Task to carry out
The copy you return should hold only the lines from the top of the data below through the line with "Please list the", each duplicated exactly and with no pictures.

Provided data
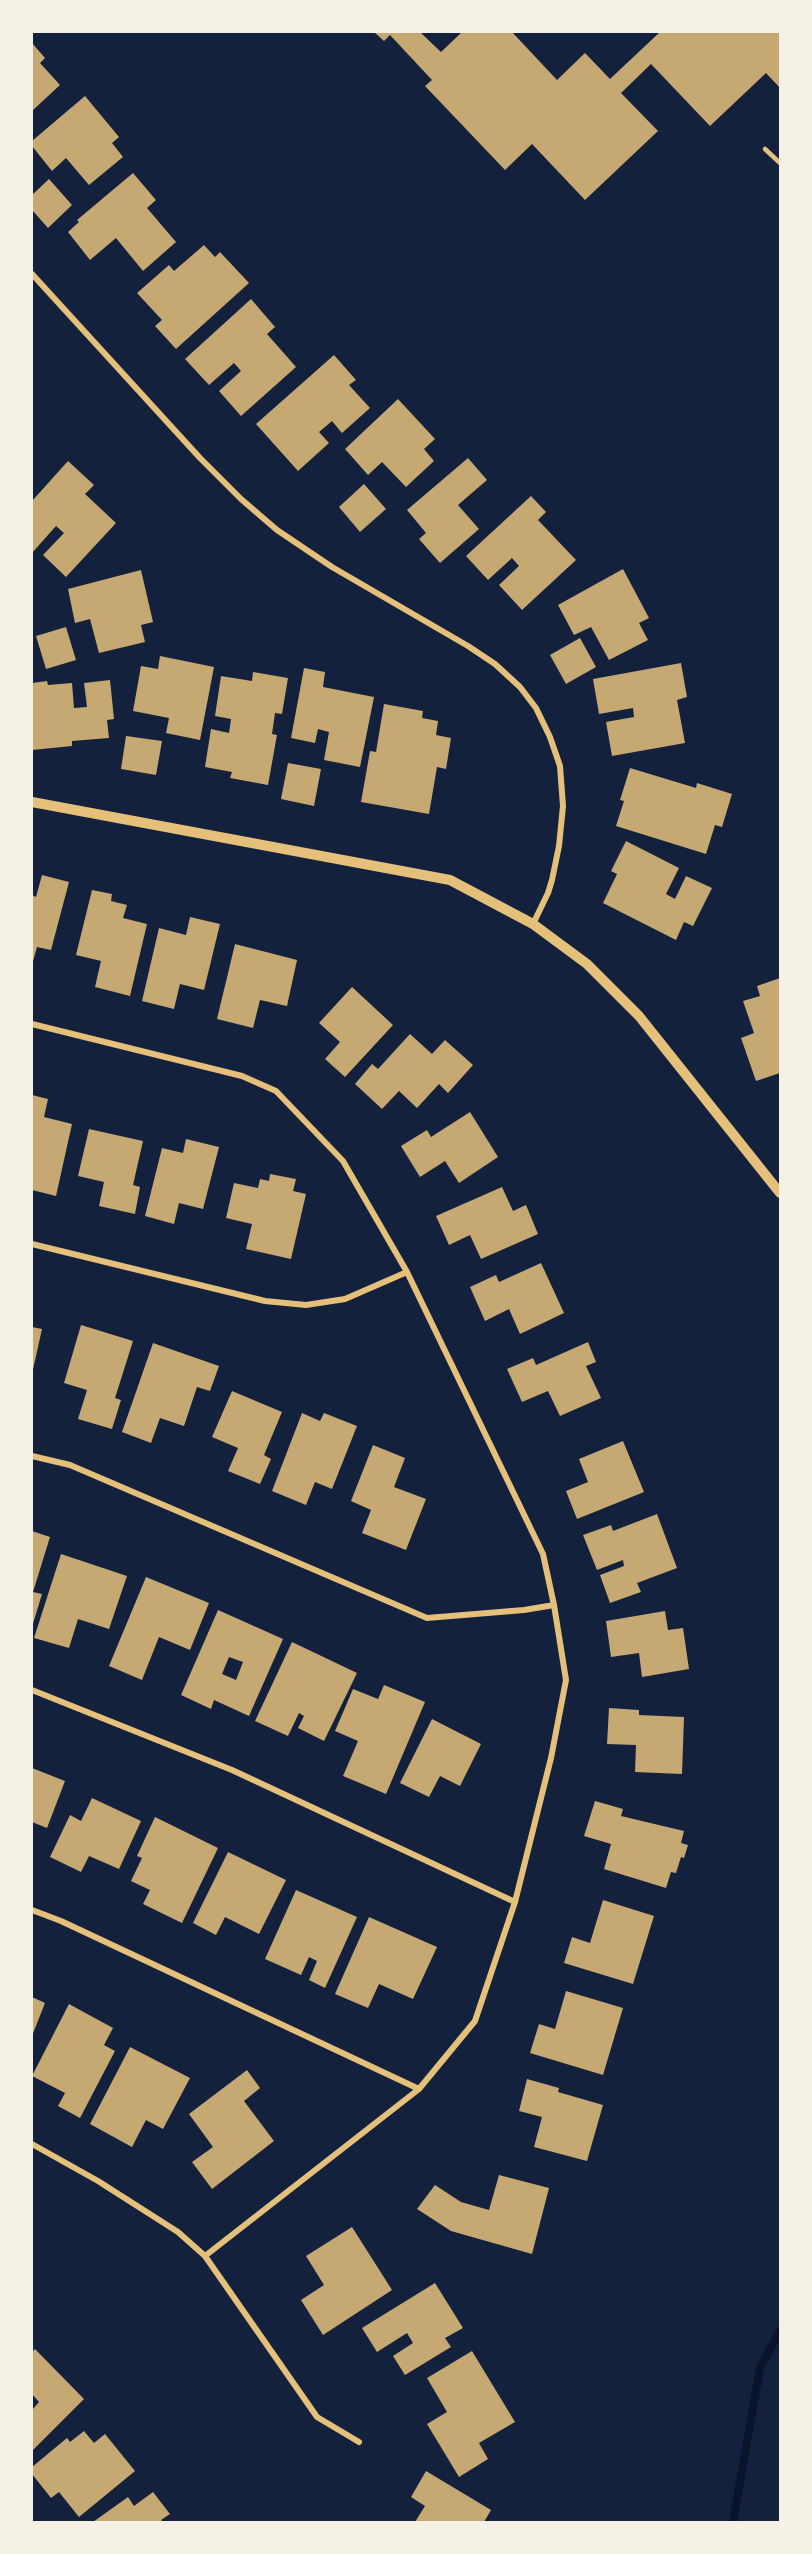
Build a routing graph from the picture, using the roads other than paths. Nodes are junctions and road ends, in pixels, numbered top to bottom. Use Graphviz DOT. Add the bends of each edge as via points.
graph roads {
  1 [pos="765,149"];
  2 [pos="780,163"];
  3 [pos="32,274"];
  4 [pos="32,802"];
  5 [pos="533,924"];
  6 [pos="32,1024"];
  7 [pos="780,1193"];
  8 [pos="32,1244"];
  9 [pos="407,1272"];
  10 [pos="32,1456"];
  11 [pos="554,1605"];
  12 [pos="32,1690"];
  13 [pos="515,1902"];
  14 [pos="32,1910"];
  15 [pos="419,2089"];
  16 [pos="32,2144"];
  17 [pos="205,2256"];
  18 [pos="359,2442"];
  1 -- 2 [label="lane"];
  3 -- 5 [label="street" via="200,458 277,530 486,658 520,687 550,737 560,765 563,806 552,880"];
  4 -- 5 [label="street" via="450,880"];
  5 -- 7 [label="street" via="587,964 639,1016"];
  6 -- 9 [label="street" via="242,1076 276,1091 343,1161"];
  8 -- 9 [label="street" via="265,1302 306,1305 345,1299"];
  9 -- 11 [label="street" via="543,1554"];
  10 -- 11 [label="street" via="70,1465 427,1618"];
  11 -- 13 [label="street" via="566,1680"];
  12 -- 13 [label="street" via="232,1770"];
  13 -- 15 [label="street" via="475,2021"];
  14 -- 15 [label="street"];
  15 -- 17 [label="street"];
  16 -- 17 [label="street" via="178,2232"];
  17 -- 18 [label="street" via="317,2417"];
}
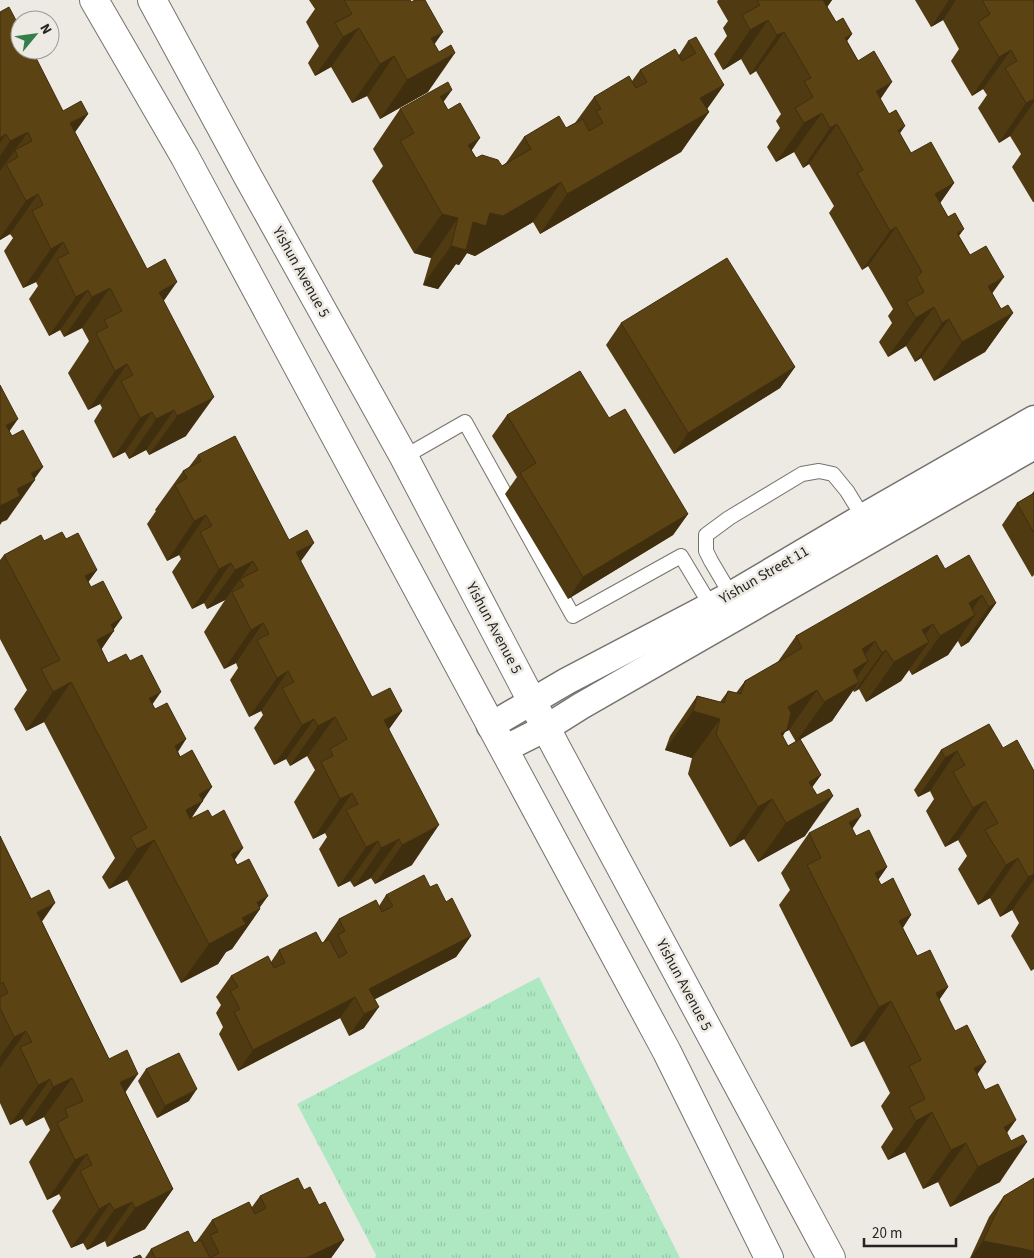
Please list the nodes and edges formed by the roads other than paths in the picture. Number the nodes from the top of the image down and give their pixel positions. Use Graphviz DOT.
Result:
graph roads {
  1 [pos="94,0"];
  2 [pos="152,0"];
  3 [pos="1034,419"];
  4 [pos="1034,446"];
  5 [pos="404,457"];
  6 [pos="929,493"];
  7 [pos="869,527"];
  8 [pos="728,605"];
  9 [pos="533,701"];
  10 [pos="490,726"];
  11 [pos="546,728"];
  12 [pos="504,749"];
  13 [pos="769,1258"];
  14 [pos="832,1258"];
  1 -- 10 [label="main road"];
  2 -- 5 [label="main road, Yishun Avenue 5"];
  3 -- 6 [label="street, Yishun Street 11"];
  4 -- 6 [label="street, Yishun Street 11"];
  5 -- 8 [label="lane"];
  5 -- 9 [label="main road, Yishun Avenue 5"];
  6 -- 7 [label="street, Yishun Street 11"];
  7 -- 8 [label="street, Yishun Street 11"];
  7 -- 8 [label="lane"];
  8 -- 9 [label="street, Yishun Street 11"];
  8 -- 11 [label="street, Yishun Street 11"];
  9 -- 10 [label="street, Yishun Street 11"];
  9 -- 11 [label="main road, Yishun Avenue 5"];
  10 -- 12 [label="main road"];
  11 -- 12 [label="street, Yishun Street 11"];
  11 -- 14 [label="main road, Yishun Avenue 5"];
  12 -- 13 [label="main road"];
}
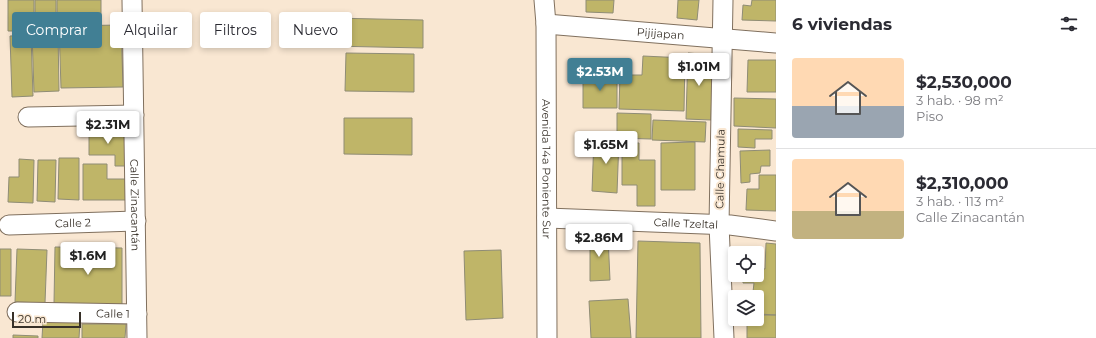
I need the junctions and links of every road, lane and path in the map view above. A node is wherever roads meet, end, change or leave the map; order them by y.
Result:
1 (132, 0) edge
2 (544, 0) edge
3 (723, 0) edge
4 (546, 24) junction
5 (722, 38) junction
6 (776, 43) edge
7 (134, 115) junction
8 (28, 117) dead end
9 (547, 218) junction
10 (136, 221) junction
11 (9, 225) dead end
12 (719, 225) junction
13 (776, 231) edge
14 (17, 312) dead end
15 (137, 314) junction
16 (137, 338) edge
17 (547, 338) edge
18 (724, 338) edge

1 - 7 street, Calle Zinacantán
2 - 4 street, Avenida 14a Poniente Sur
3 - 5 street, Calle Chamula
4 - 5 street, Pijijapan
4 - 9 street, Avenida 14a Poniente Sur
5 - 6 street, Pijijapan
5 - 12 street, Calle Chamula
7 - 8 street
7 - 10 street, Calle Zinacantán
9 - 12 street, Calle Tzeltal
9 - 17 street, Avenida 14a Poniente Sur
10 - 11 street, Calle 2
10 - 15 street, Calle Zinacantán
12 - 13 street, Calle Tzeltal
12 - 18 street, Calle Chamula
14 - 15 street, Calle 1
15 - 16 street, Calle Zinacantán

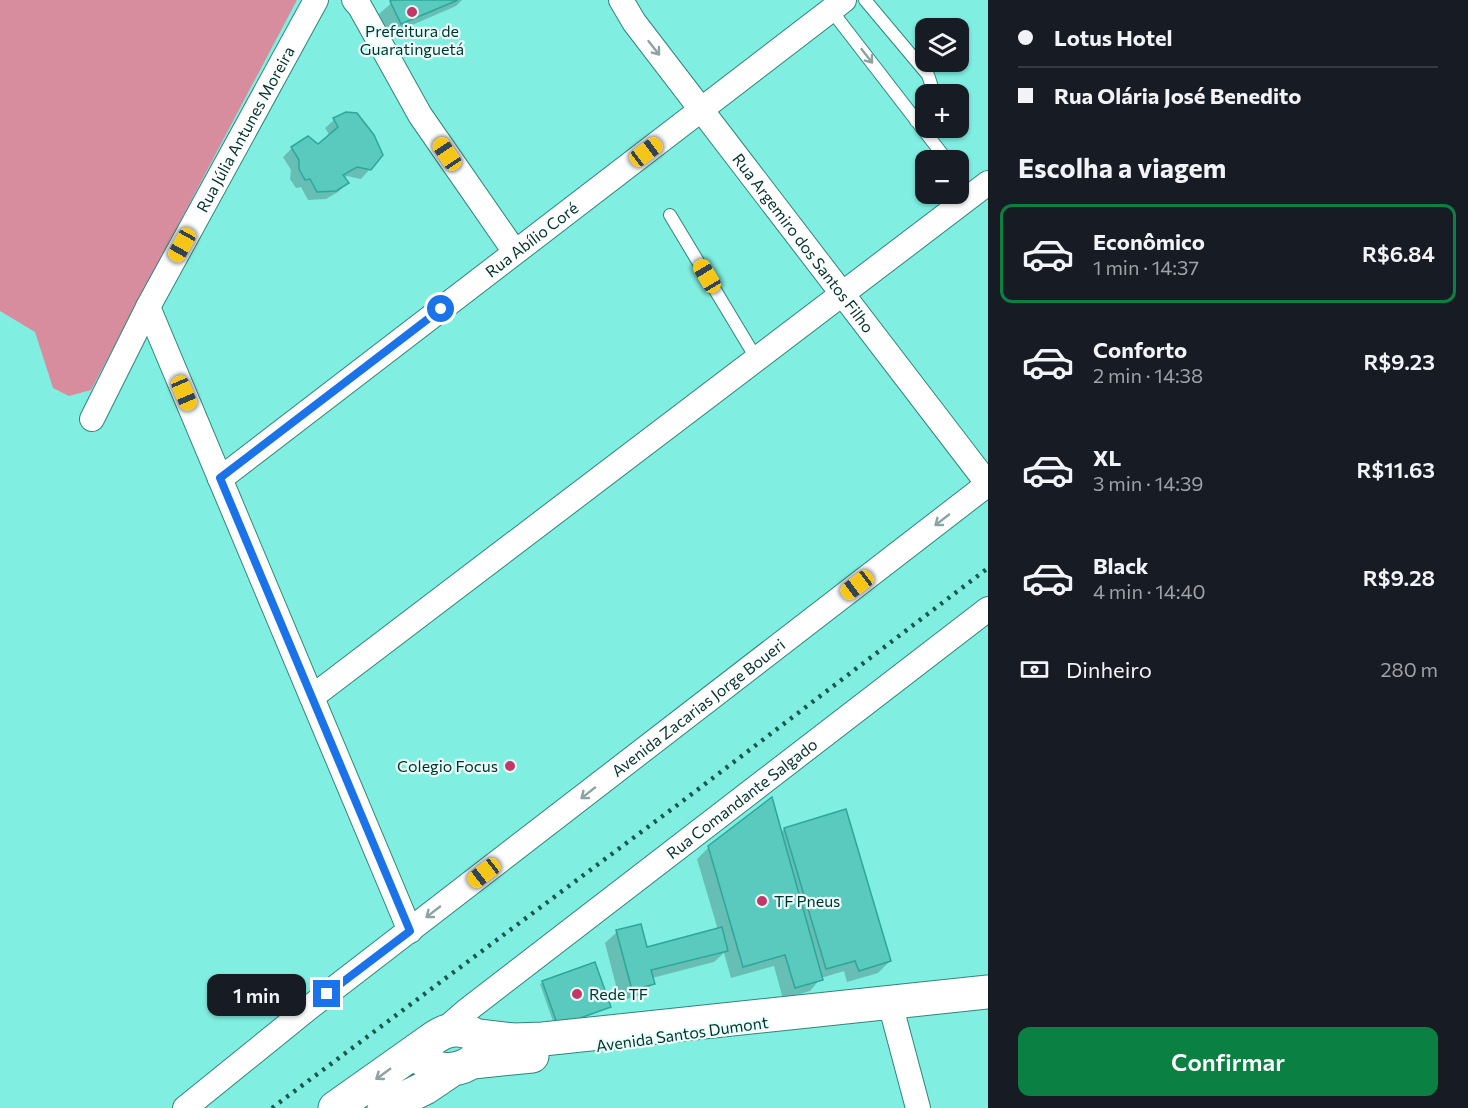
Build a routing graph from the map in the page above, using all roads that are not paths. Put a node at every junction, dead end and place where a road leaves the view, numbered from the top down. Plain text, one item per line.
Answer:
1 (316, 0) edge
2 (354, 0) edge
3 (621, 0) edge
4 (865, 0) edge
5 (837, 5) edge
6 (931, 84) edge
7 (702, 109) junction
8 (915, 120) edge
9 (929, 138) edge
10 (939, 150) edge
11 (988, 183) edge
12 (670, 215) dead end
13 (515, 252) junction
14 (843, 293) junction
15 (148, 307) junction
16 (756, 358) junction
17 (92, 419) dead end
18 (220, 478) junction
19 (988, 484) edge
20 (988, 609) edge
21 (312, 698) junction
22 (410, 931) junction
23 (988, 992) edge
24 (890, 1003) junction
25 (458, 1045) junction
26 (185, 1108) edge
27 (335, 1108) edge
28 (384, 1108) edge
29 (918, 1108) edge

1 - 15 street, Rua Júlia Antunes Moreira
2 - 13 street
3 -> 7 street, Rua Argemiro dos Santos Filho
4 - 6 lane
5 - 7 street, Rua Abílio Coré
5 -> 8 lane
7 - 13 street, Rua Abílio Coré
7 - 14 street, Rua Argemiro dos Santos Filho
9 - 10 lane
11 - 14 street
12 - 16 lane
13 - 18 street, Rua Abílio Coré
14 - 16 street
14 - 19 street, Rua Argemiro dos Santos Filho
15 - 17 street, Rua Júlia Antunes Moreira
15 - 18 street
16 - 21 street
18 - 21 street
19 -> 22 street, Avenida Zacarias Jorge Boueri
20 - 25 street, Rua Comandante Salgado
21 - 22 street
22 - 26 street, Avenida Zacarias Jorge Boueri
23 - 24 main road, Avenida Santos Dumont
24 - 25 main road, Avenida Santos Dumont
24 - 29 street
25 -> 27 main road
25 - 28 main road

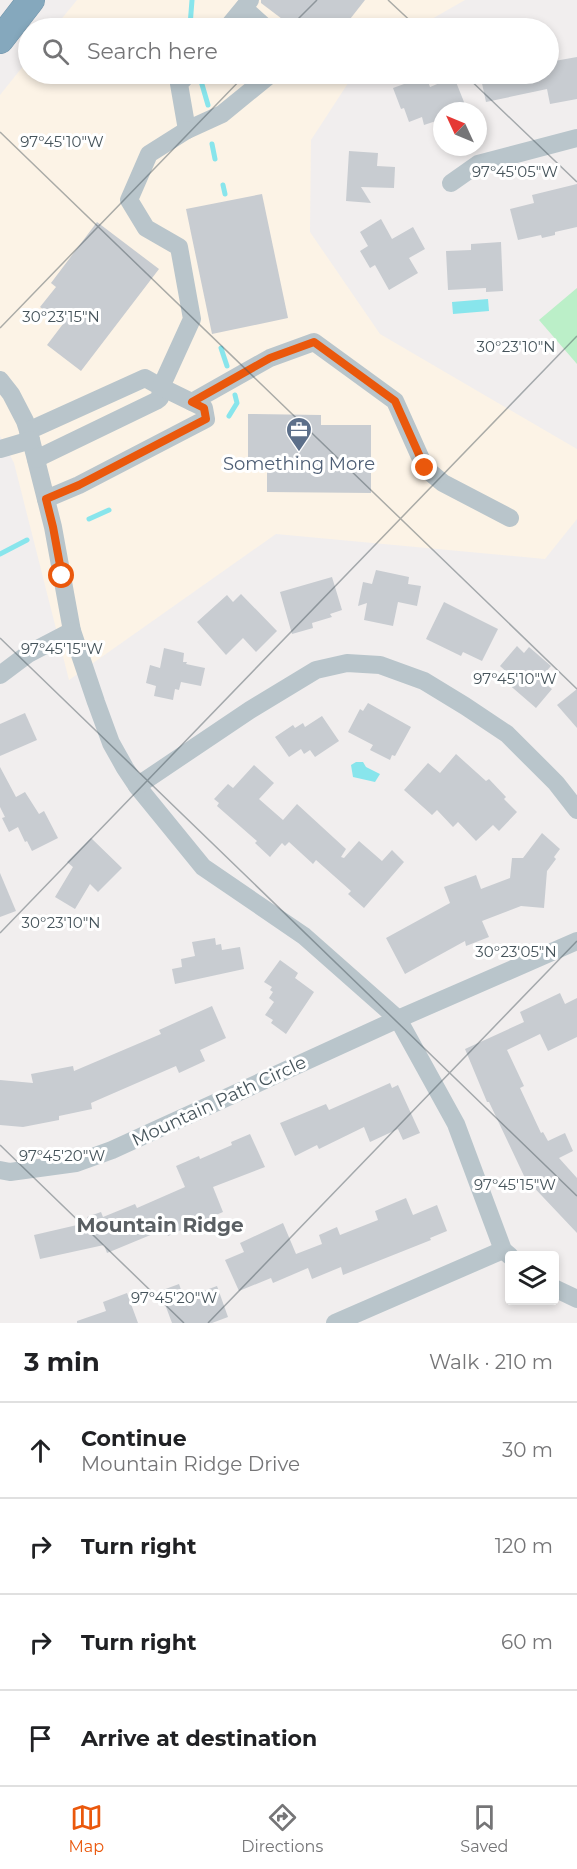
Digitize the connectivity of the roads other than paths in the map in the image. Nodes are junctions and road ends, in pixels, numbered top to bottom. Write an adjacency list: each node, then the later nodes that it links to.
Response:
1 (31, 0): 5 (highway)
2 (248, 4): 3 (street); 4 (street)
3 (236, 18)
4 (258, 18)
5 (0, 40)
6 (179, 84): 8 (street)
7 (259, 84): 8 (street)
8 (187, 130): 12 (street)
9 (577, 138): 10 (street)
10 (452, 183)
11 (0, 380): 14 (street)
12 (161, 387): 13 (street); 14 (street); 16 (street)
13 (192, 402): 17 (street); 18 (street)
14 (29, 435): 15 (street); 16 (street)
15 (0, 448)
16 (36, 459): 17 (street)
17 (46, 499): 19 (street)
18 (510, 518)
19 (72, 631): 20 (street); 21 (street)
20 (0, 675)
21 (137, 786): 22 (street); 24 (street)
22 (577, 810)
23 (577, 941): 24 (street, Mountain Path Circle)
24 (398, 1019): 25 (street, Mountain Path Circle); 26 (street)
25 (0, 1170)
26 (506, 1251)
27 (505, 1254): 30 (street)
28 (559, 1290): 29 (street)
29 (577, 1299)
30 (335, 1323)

Expected output
Build a routing graph from the picture, using the roads other than paths. Nodes are junctions and road ends, in pixels, numbered top to bottom. Use Graphviz DOT. Add the bends of each edge as via points.
graph roads {
  1 [pos="765,149"];
  2 [pos="780,163"];
  3 [pos="32,274"];
  4 [pos="32,802"];
  5 [pos="533,924"];
  6 [pos="32,1024"];
  7 [pos="780,1193"];
  8 [pos="32,1244"];
  9 [pos="407,1272"];
  10 [pos="32,1456"];
  11 [pos="554,1605"];
  12 [pos="32,1690"];
  13 [pos="515,1902"];
  14 [pos="32,1910"];
  15 [pos="419,2089"];
  16 [pos="32,2144"];
  17 [pos="205,2256"];
  18 [pos="359,2442"];
  1 -- 2 [label="lane"];
  3 -- 5 [label="street" via="200,458 277,530 486,658 520,687 550,737 560,765 563,806 552,880"];
  4 -- 5 [label="street" via="450,880"];
  5 -- 7 [label="street" via="587,964 639,1016"];
  6 -- 9 [label="street" via="242,1076 276,1091 343,1161"];
  8 -- 9 [label="street" via="265,1302 306,1305 345,1299"];
  9 -- 11 [label="street" via="543,1554"];
  10 -- 11 [label="street" via="70,1465 427,1618"];
  11 -- 13 [label="street" via="566,1680"];
  12 -- 13 [label="street" via="232,1770"];
  13 -- 15 [label="street" via="475,2021"];
  14 -- 15 [label="street"];
  15 -- 17 [label="street"];
  16 -- 17 [label="street" via="178,2232"];
  17 -- 18 [label="street" via="317,2417"];
}
Please list the nodes and edges formed by the roads other than paths in the picture. Number the nodes from the top of the image down and give their pixel positions. Use Graphviz DOT.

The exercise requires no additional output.